"Dear aunt!" Roger said. "May I speak to your butler about bringing around the carriage?"
"Tell him half an hour," she called as he turned to leave the room. She turned to Georgiana. "I am sure Ralph would consider it unexceptionable for you to drive in the park with my nephew, dear. But then Ralph never did have much of a notion of how to go on in society. You are fortunate indeed, Georgiana, to have such an indulgent husband. My dear Chartleigh would have called out the man who dared to so much as talk to me without his consent."
"Yes, I am fortunate," Georgiana agreed, smiling warmly at her mother-in-law. "How dreadful it must be to have a husband who does not trust one's good judgment and character."
She rose to her feet and left the room to fetch her cloak and muff for the ride in the park. How dreadful she was becoming, she thought with some remorse, digging in her claws just like a cat.
"My mother-in-law does not approve of my driving out with you, you know," she said to Roger a few minutes later as his phaeton was maneuvering its way in the direction of the park.
"She never did trust me after discovering me at the age of eighteen fondling one of her scullery maids in a broom closet," Roger said turning to grin at Georgiana.
"How shocking!" she said. "Did you really?"
"And she would disapprove of this outing a little more if she knew that you had written to me this morning asking for it," he said. "Do you have no notion at all of proper behavior, Georgie?"
"Certainly," she said. "But if I had done the proper thing and waited until I saw you next, I might have waited for weeks."
"Quite so," he said. "And I cannot imagine any female having the fortitude to deprive herself. To what do I owe the honor, my dear little cousin?"

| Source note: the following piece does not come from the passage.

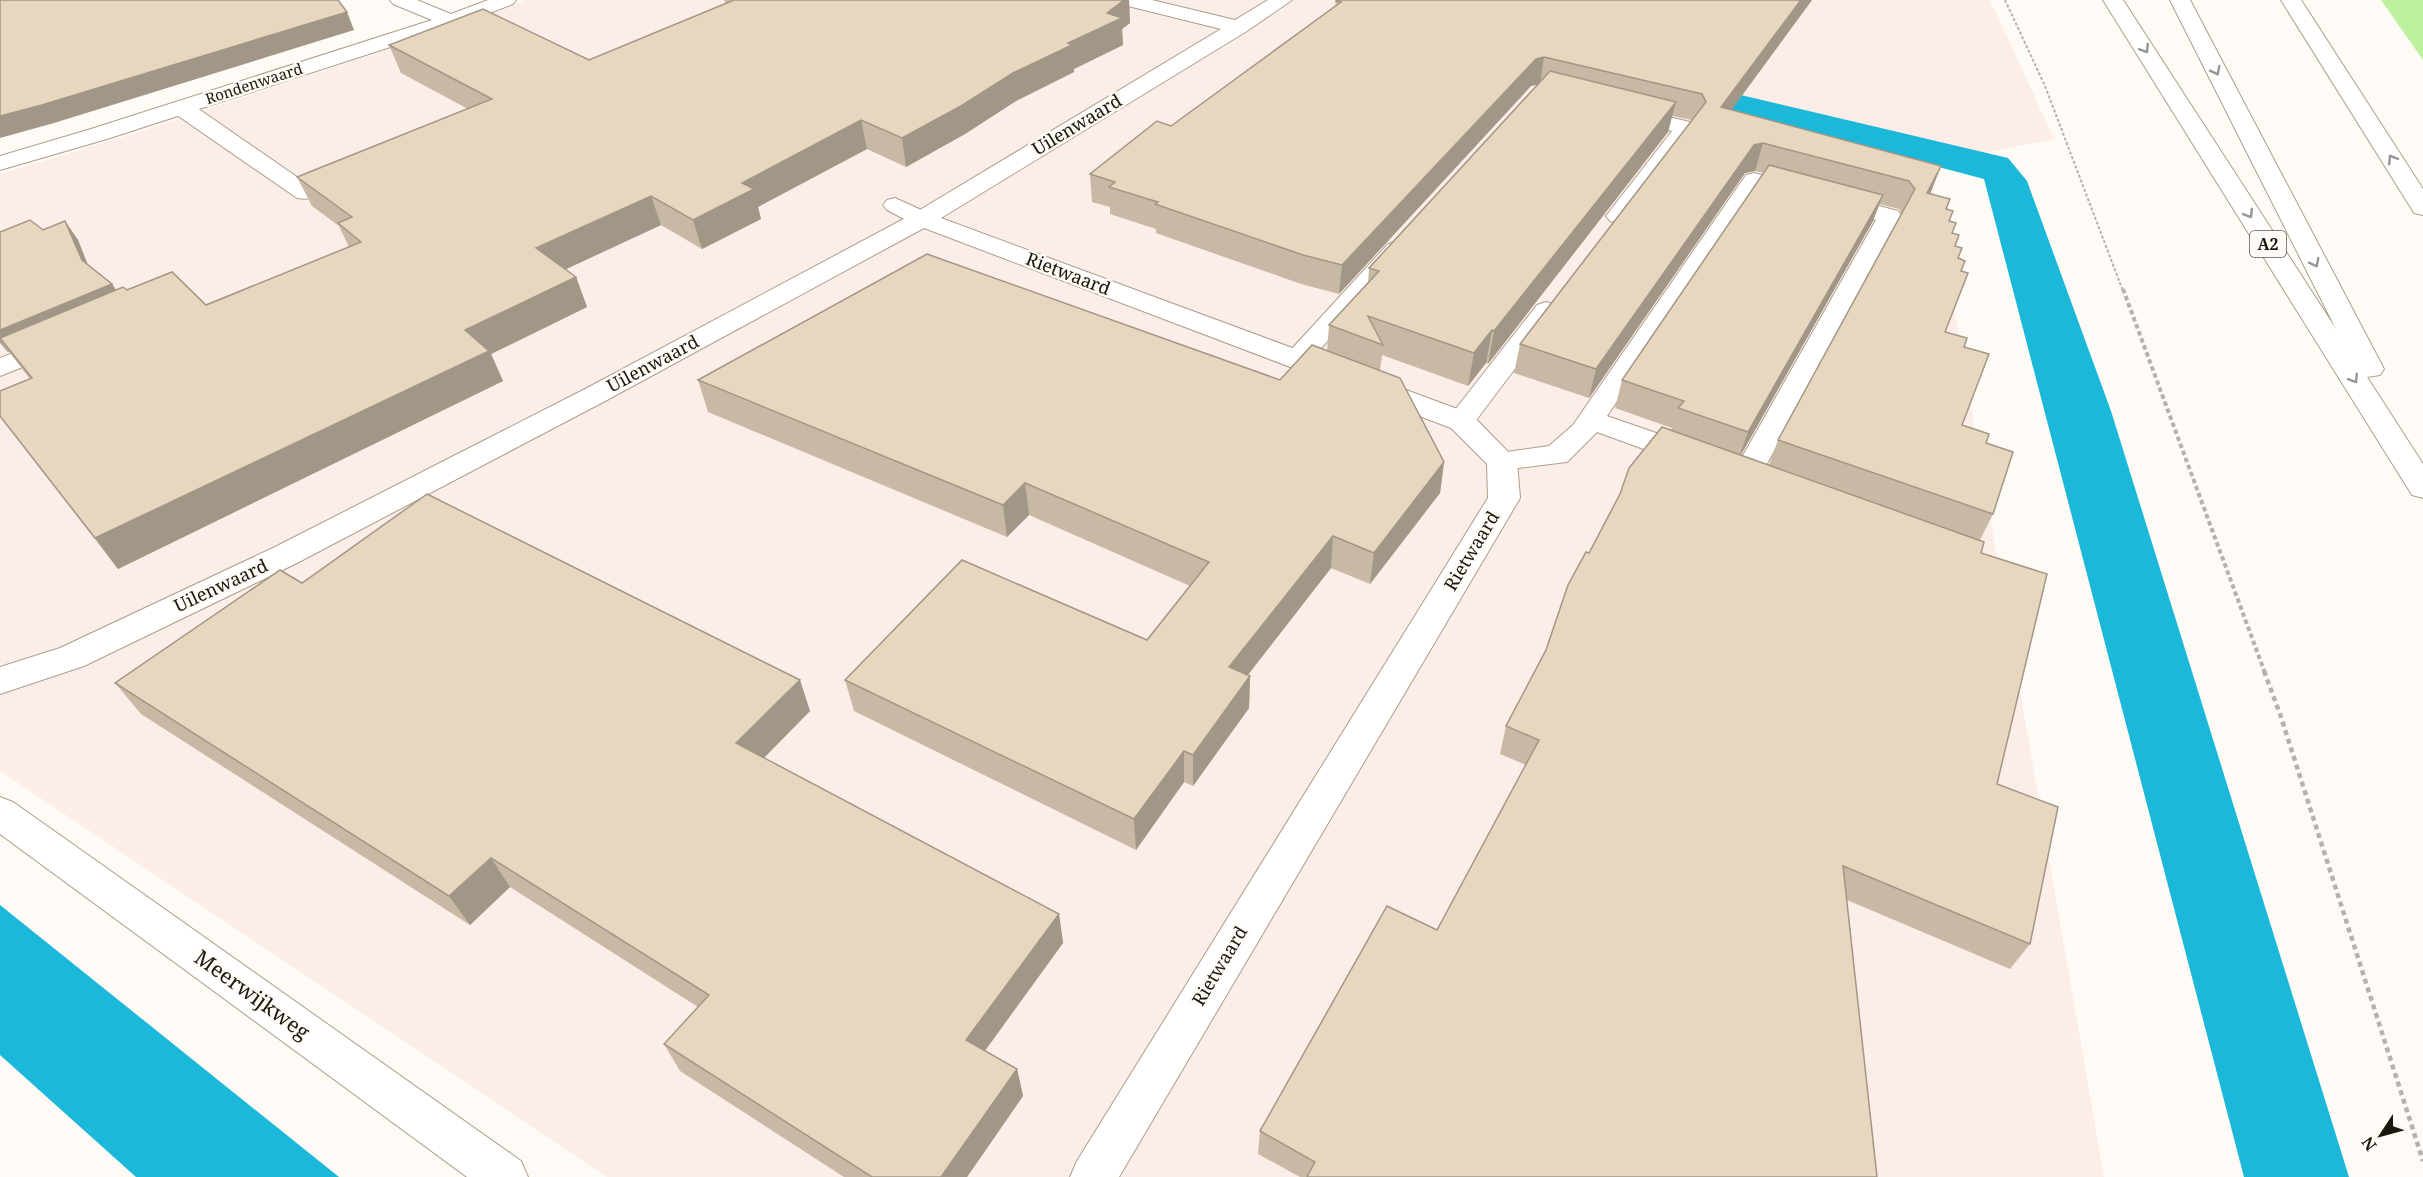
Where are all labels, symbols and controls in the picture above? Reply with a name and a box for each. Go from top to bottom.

"I have been thinking," she said, "and I believe you are right. It would do Ralph the world of good to gain some experience with other women."
"Spoken with a stiff upper lip and a breaking heart, doubtless," Roger said. "But I mistrust the gleam in your eye, Georgie. Out with it. What are you planning? To catch him red-handed in compromising circumstances so that you may beat him over the head with a frying pan?"
"No," she said, turning and looking at him with wide eyes, "I mean it, Roger. You must persuade him to take a mistress."
"Are you relinquishing all interest in him?" Roger asked. "Or are you planning to sit back for a suitable number of months or years, patiently twiddling your thumbs until he has the experience to make an interesting husband?
"Neither," she said. "I am going to be his mistress."
Roger gave her his full attention. A carter shouted angrily as his horses swerved toward the center of a crowded road. "I believe I have missed a step in this very fascinating and quite scandalous conversation, Georgie," he said. "Hang on a minute. Let me coax these brutes through the park gates before you continue. I have the feeling I am going to need all my concentration to listen to you."
Georgiana did as she was bidden and sat primly beside Lord Beauchamp, hands clasped in her muff, feet in their warm half-boots set side by side on the footrest before her.
"Now then," Roger said at last, "let me hear this plan of yours, Georgie. I would wager my fortune on its being quite priceless."
"Has he met that dancer yet?" Georgiana asked. "Has he begun a liaison with her?"
"By no means," Roger said. "I do not believe he is even interested."
"And she is a little like me, you said?" Georgiana asked.
"Absolutely not!" he assured her. "Except a little in height and build, I suppose. No, she has not nearly your beauty or delicacy of feature, Georgie. And probably none of your indelicacy of tongue, either."
"That will be good enough," she said. "It will be your task, Roger, to persuade Ralph that he does want her. I shall impersonate her."
"What?" Roger began to laugh. "You would have to dye your hair bright red and smear your face with cosmetics at the very least, Georgie."
"How disgusting!" she said. "But that will be quite unnecessary, of course. I assume the assignations would be at night?"
"Probably," he conceded.
"It will be easy enough then," she said. "A darkened room, a heavy veil over my face and head, a feigned voice, and the disguise will be complete."
Roger had drawn the horses almost to a halt. He held the reins loosely in one hand and continued to laugh. "Impossible, Georgie," he said. "Do you seriously believe that your own husband would not recognize you?"
"Yes," she said. "He would not even see me. Are you to make the arrangements? I imagine so, since I do not believe Ralph would know how to go about setting it all up. Then you must tell him that this dancer is somewhat eccentric and refuses to let herself be seen except on the stage. The room where I receive him can be quite dark, can it not? And the bedchamber can be completely without light. And I will not need to talk a great deal. I do not imagine such women talk much, do they, Roger? They are too busy with other matters."
"Georgie!" Roger said, turning a grinning face in her direction. "You are putting me to the blush. Please remember that, unlike you, I am unmarried and unversed in such matters."